Although the current picture is gloomy, careful attention must be paid to the utilities, UTIL, since they have not led the move down in the broad markets, as would be expected for longer term weakness and a fall back into secular bear markets.  Thus, a move back up in equities is expected to line up the utilities, perhaps only one more move up is all it will take to lock in the markets for extended multi-month weakness.

We remain in a Bradley turn window which says a market trend change may occur.  The current trend is obviously down so the trend change would be up.  A full moon mid-week is typically bullish for markets.  The Tuesday into Wednesday move during OPEX week is usually bullish.  Also, the week after June expiration, next week, 6/20/11, is down 18 of the last 20 times, so keep this in mind for late this week.

China rate hike is a real wild card now, and the Chinese tend to announce these hikes at odd times, such as Christmas Day, so expect the unexpected.

Reference Keystone’s Key Events blog for the detailed breakdown of data and events this coming week.

Reference Keystone’s SPX S/R for critical support and resistance numbers.  SPX 1258 was the starting number for this year.

For tomorrow for the SPX, starting at 1271, if the market bears can push only three points lower, to get under 1268.28, the selling will accelerate.  The bulls need to push 18 points higher to get up and over 1288.60 to get their momo back and accelerate the move higher. Support below is 1270, 1268, 1262, 1258.  Losing 1258 would be momentous for this year.  Resistance above is 1273, 1277, 1279, 1282, 1286, 1289 and 1293.

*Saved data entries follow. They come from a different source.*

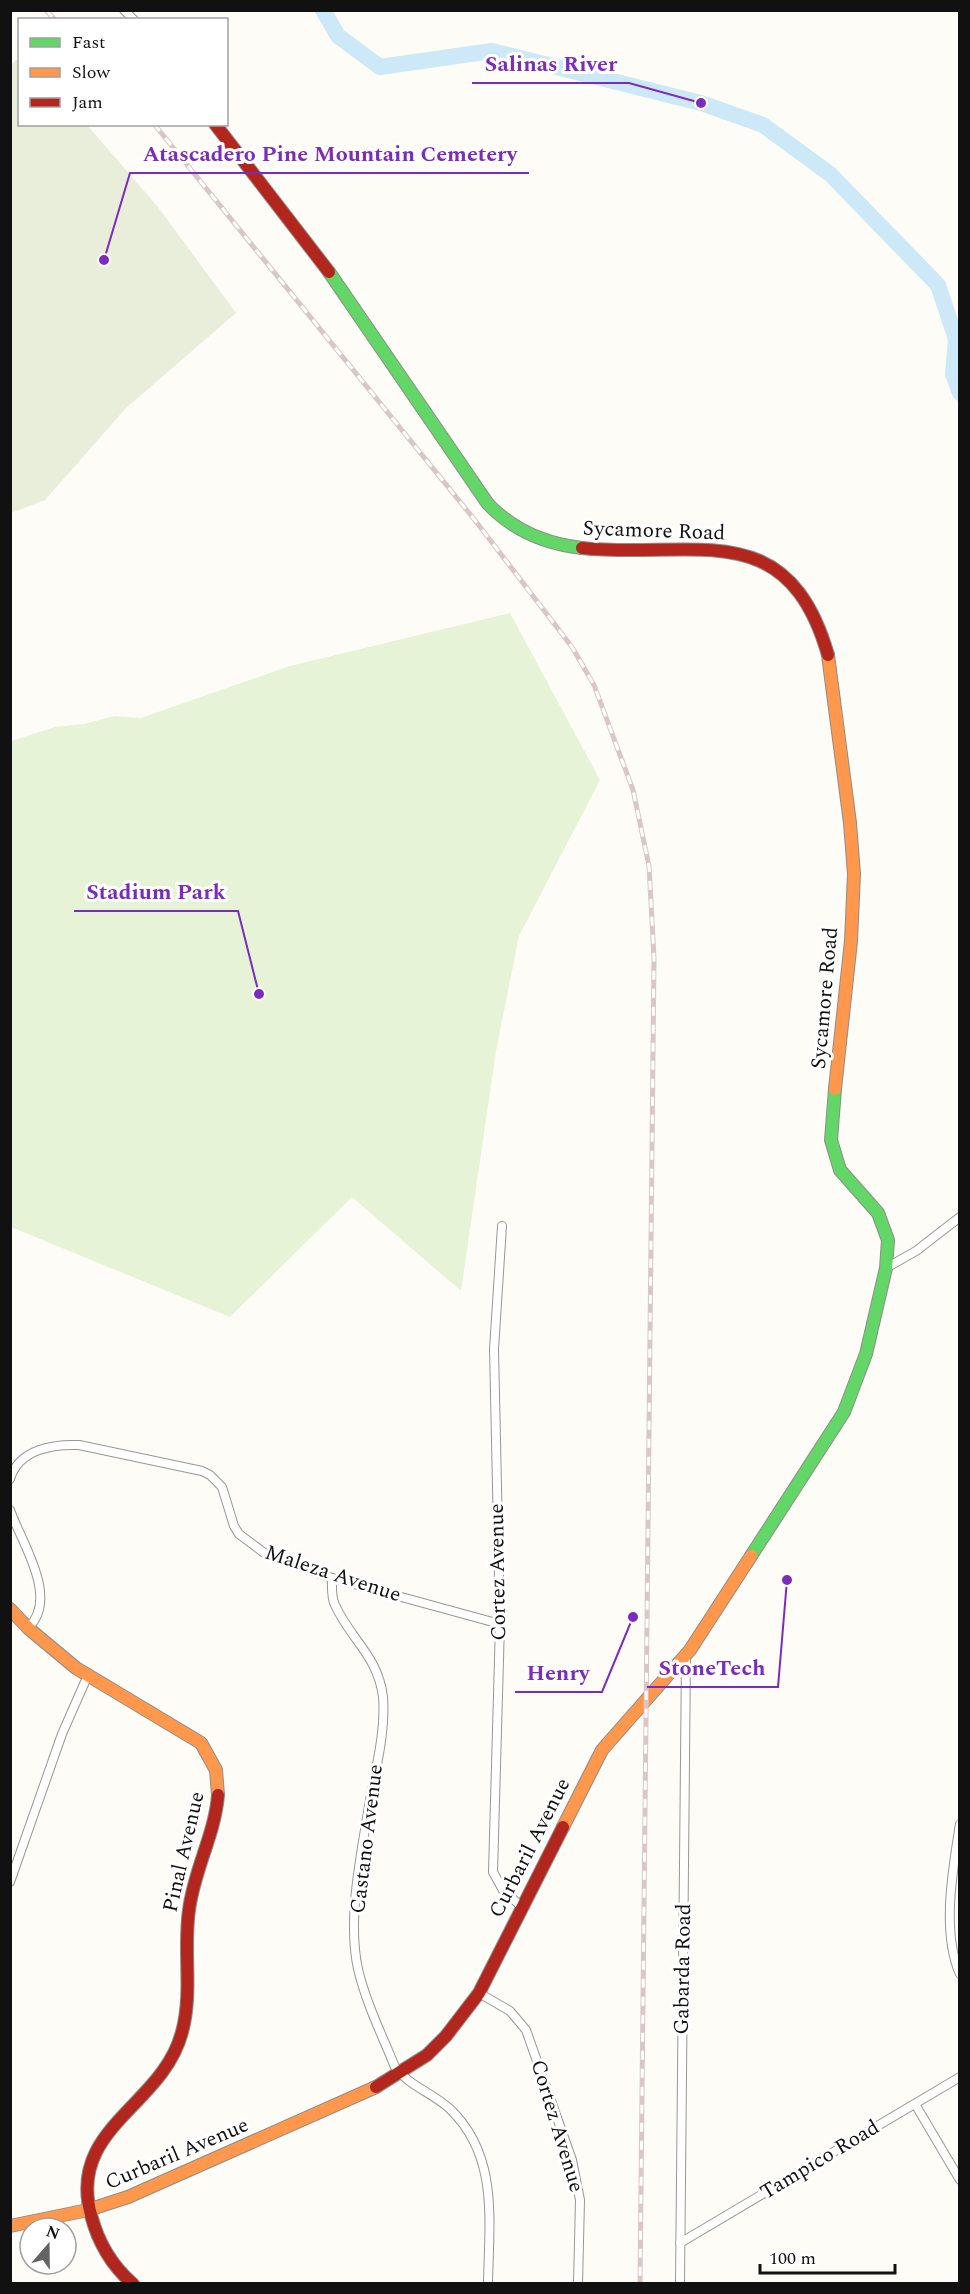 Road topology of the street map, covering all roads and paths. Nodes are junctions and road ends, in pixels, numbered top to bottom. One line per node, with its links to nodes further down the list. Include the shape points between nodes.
1 (217, 126): 4 (street, Sycamore Road, via 336,281 465,474 504,519 522,533 556,546 587,550 711,549 748,556 784,576 816,616 830,656 854,872 831,1140 840,1170 878,1214 888,1240)
2 (960, 1217): 4 (street, via 916,1251)
3 (502, 1226): 9 (street, Cortez Avenue, via 494,1349)
4 (886, 1268): 11 (street, Curbaril Avenue, via 866,1354 844,1412)
5 (10, 1479): 7 (street, Maleza Avenue, via 29,1455 62,1444 202,1471 222,1487 234,1526 248,1544 267,1555)
6 (10, 1510): 10 (street, via 40,1589 36,1621)
7 (332, 1578): 9 (street, Maleza Avenue); 18 (street, Castano Avenue, via 335,1605 369,1655 384,1709 358,1883 356,1954 367,1998)
8 (10, 1609): 10 (street, Pinal Avenue)
9 (500, 1624): 15 (street, Cortez Avenue, via 493,1872 503,1890)
10 (28, 1628): 12 (street, Pinal Avenue)
11 (686, 1654): 15 (street, Curbaril Avenue, via 602,1750); 24 (street, Gabarda Road)
12 (88, 1675): 14 (street, via 62,1734); 22 (street, Pinal Avenue, via 201,1743 212,1760 219,1786 218,1806 198,1865 188,1915 184,2030 155,2082 105,2137 89,2161 84,2188)
13 (960, 1824): 16 (street, via 951,1934)
14 (10, 1882)
15 (522, 1907): 17 (street, Curbaril Avenue)
16 (960, 1974)
17 (480, 1993): 18 (street, Curbaril Avenue, via 446,2036); 27 (street, Cortez Avenue, via 510,2011 526,2030 572,2160 580,2200)
18 (400, 2074): 22 (street, Curbaril Avenue, via 371,2091 176,2178); 26 (street, via 459,2117 482,2157 490,2202)
19 (960, 2077): 20 (street, Tampico Road)
20 (915, 2104): 21 (street); 24 (street, Tampico Road)
21 (960, 2180)
22 (88, 2210): 23 (street, Curbaril Avenue); 25 (street, Pinal Avenue, via 107,2254)
23 (10, 2226)
24 (680, 2243): 28 (street, Gabarda Road)
25 (134, 2283)
26 (488, 2283)
27 (579, 2283)
28 (680, 2283) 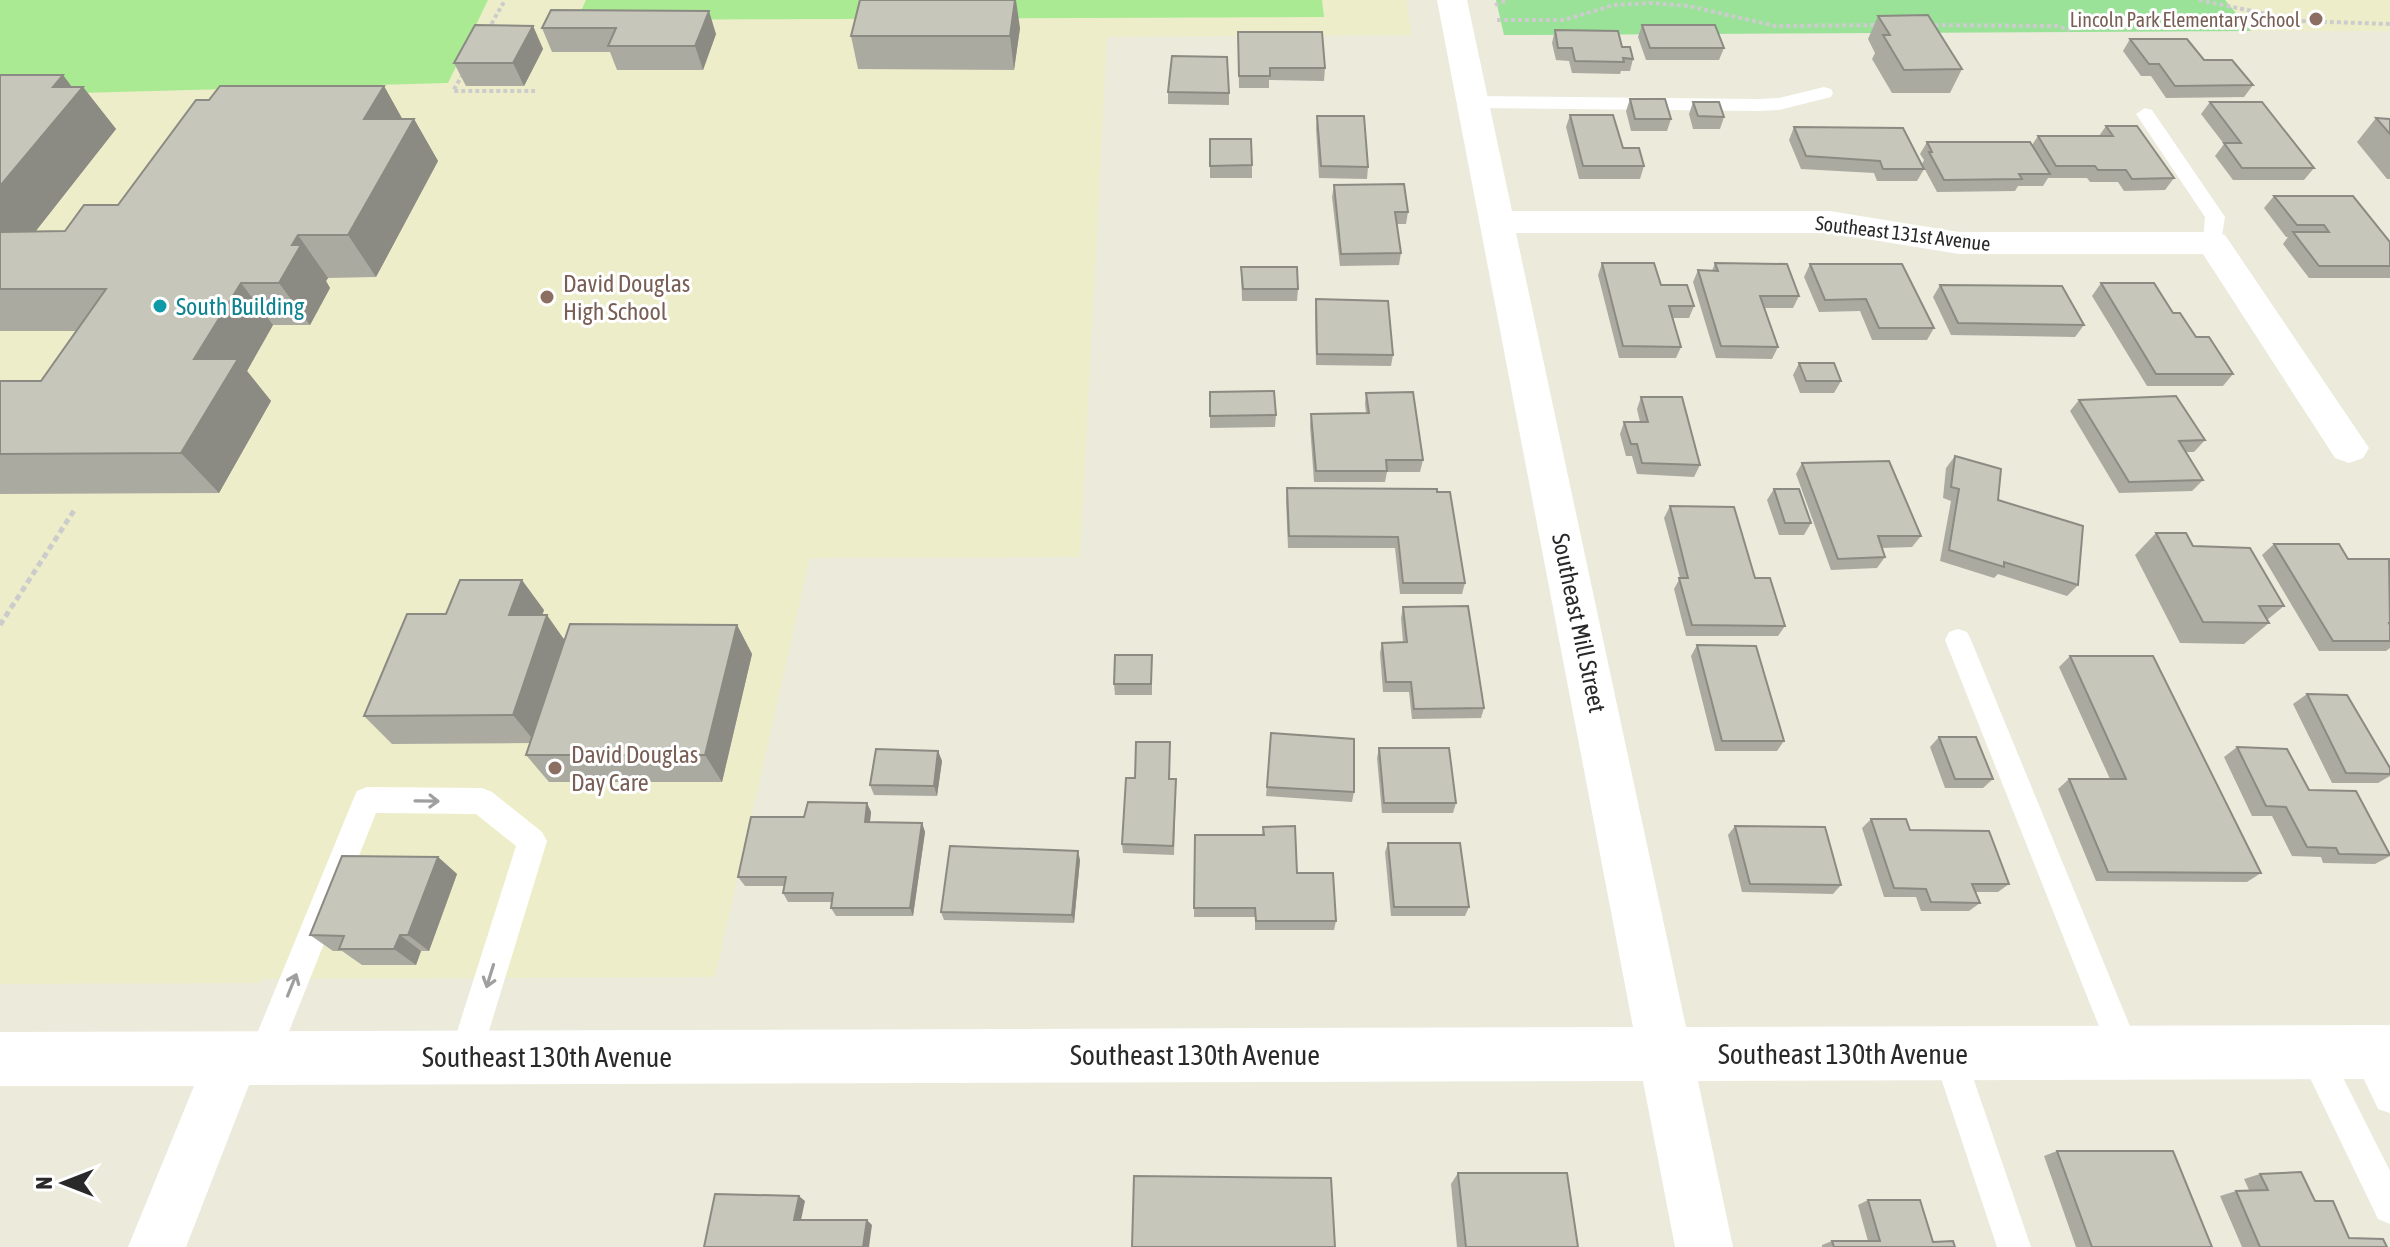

Again, watch SPX:VIX 68, NYA 40 week MA cross, 2-10 spread and CPC 1.2 level, as described above, to gauge broad market direction. Volatility, measured by the VIX, now at 18.86, will continue to favor bearishness above the 17.73 level.  If the VIX drops under 17.73, that tells you that the market bulls are regaining control of the markets and the dip buyers are starting to come back into the markets in force.